=== ENTRIES SHOWN ===

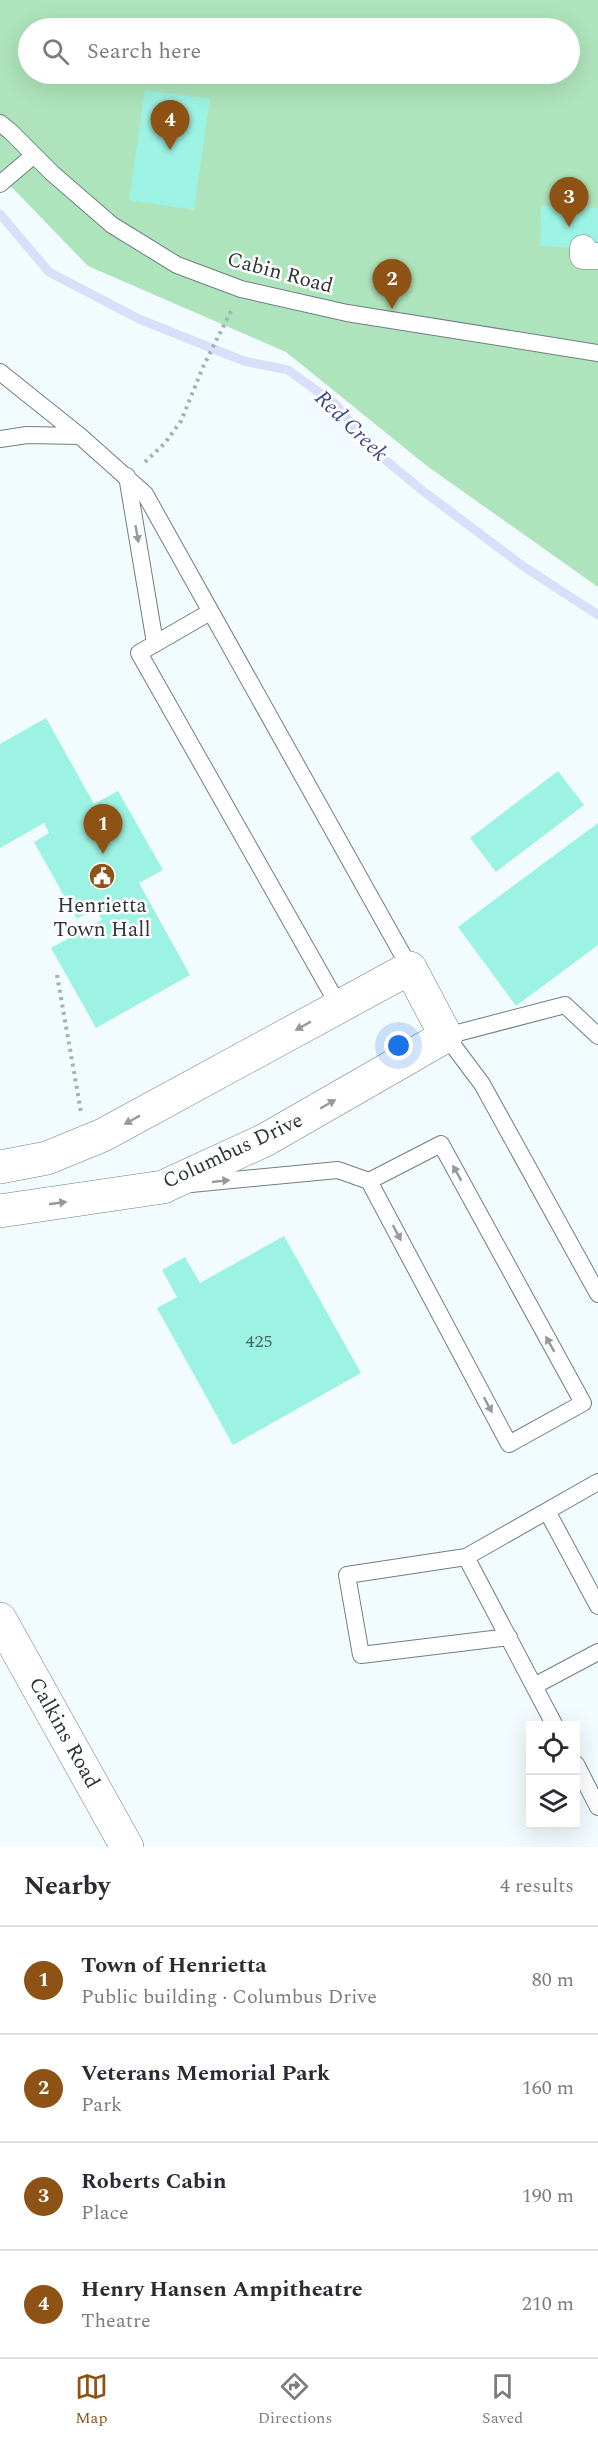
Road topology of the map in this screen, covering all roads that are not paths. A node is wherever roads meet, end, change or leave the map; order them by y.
1 (0, 123) edge
2 (34, 155) junction
3 (0, 184) edge
4 (598, 353) edge
5 (0, 372) edge
6 (80, 436) junction
7 (0, 439) edge
8 (133, 472) junction
9 (210, 612) junction
10 (155, 643) junction
11 (410, 968) junction
12 (339, 1006) junction
13 (446, 1036) junction
14 (598, 1036) edge
15 (0, 1167) edge
16 (369, 1181) junction
17 (163, 1187) junction
18 (0, 1211) edge
19 (598, 1294) edge
20 (598, 1482) edge
21 (547, 1511) junction
22 (466, 1557) junction
23 (598, 1606) edge
24 (0, 1619) edge
25 (509, 1637) junction
26 (598, 1652) edge
27 (534, 1686) junction
28 (553, 1721) edge
29 (580, 1772) edge
30 (598, 1807) edge
31 (127, 1847) edge

1 - 2 lane, Cabin Road
2 - 3 lane
2 - 4 lane, Cabin Road
5 - 6 lane
6 - 7 lane
6 - 8 lane
8 - 9 lane
8 -> 10 lane
9 - 10 lane
9 - 11 lane
10 - 12 lane
11 - 12 street
11 - 13 street
12 -> 15 street
13 - 14 lane
17 -> 13 street, Columbus Drive
13 - 19 lane
16 -> 16 lane
17 -> 16 lane
18 -> 17 street, Columbus Drive
20 - 21 lane
21 - 22 lane
21 - 23 lane
22 - 25 lane
22 - 25 lane
24 - 31 street, Calkins Road
25 - 27 lane
26 - 27 lane
27 - 28 lane
29 - 30 lane

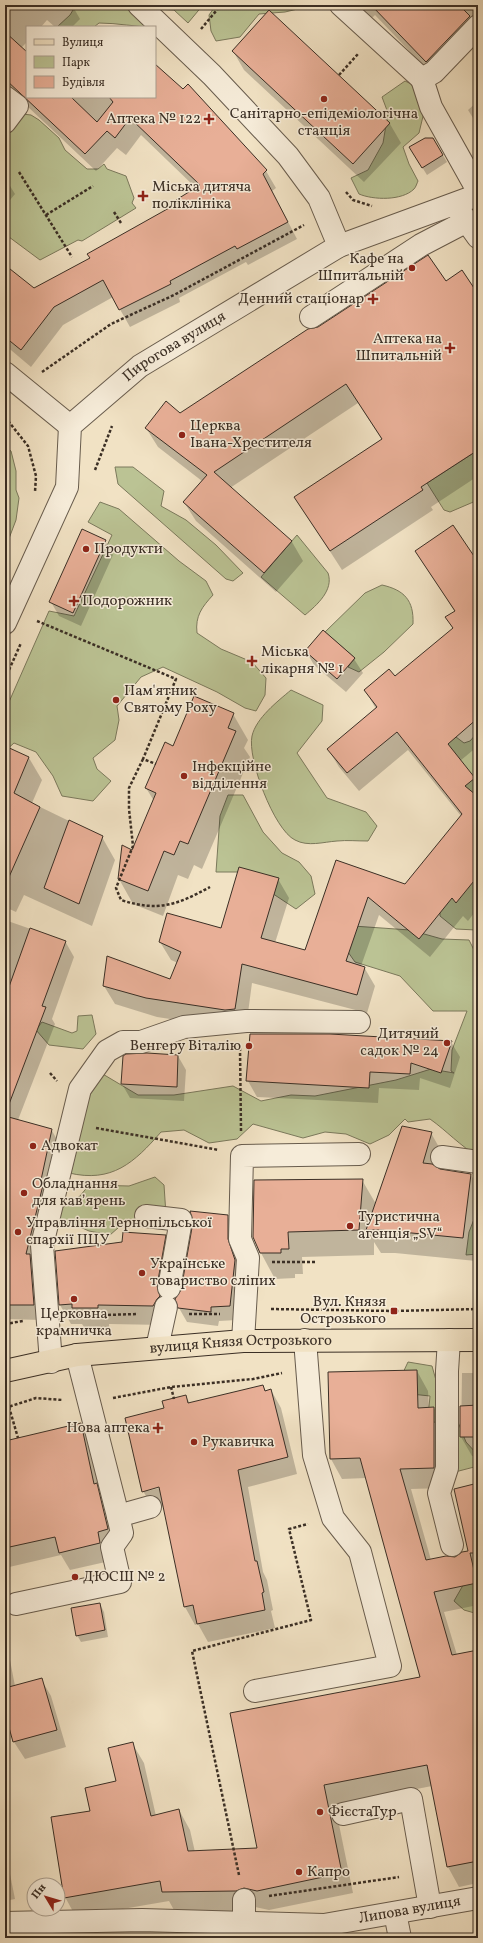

===

→ WORK TO BE COMPLETED:
Copy all lines of the records that have the string "Columbus" in them.

→ ANSWER TO THIS EXERCISE:
17 -> 13 street, Columbus Drive
18 -> 17 street, Columbus Drive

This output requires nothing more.